Ein Subjekt-Orientiertes Referenzprozesssystemmodell für das Produktmanagement

1. Initial Situation

VDI Guideline 4520 is a standard issued by the Association of German Engineers (VDI) on the topic of Product Management. The aim of this guideline is to highlight the importance of this function for market success—particularly in the context of digital transformation—to the employees and managers responsible for product management. The current guideline describes a linear “Idea-to-Launch Process” from the perspective of product managers. However, product management itself is a more complex undertaking that, beyond the ramp-up phase, also involves many continuous aspects. The current standard lacks descriptions of this complex process system that surrounds the product development process. The objective of such a model would be to depict interface and communication issues at an operational level in a reduced and possibly optimized version.

The prevailing assumption is that processes only function effectively when they are documented transparently—an endeavor for which suitable modeling methods are necessary or at least helpful. One possible tool for this is Subject-Oriented Process Modeling, which will be applied in this work.

 

2. Research Goal / Research Questions

  • What current theories exist on this topic from a process-oriented perspective?

  • What does a subject-oriented model that covers all aspects of product management look like?

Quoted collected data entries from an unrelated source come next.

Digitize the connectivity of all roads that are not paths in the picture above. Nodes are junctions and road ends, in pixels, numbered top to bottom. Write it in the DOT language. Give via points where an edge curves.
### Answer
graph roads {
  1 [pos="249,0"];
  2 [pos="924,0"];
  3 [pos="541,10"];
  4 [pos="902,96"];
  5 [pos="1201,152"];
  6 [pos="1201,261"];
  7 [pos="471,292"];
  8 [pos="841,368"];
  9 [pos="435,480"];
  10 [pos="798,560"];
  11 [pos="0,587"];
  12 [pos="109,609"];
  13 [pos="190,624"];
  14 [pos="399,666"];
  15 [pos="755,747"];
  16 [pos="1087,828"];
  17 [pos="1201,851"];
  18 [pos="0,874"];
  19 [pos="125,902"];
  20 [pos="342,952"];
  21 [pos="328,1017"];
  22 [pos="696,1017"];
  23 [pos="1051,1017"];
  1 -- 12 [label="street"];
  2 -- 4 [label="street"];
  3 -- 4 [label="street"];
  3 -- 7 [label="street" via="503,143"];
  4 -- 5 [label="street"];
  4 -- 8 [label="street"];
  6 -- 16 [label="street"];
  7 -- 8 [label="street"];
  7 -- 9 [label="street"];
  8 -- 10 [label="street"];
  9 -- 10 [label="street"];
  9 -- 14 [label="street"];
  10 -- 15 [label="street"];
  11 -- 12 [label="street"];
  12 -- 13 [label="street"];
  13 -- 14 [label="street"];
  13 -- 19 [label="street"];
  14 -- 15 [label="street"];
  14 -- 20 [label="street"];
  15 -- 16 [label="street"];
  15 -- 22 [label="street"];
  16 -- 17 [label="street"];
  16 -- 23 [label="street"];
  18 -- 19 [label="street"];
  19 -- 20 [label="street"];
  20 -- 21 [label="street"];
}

    • How readable or understandable is it, and how can it be optimized for accurate comprehension?

    • Are there parts that lend themselves particularly well or poorly to subject-oriented representation?

  • Central Research Question: Who communicates with whom? What information is exchanged between the potential stakeholders and when? Which activities are performed by whom and in what sequence?

Note: If this topic is chosen as a Master's thesis, in addition to the theoretical investigation and modeling, a comparison with real-world industrial practices is also necessary. This would involve exploring which processes and types of communication are actually practiced in the field of product management—and possibly how the developed models are understood within those organizations.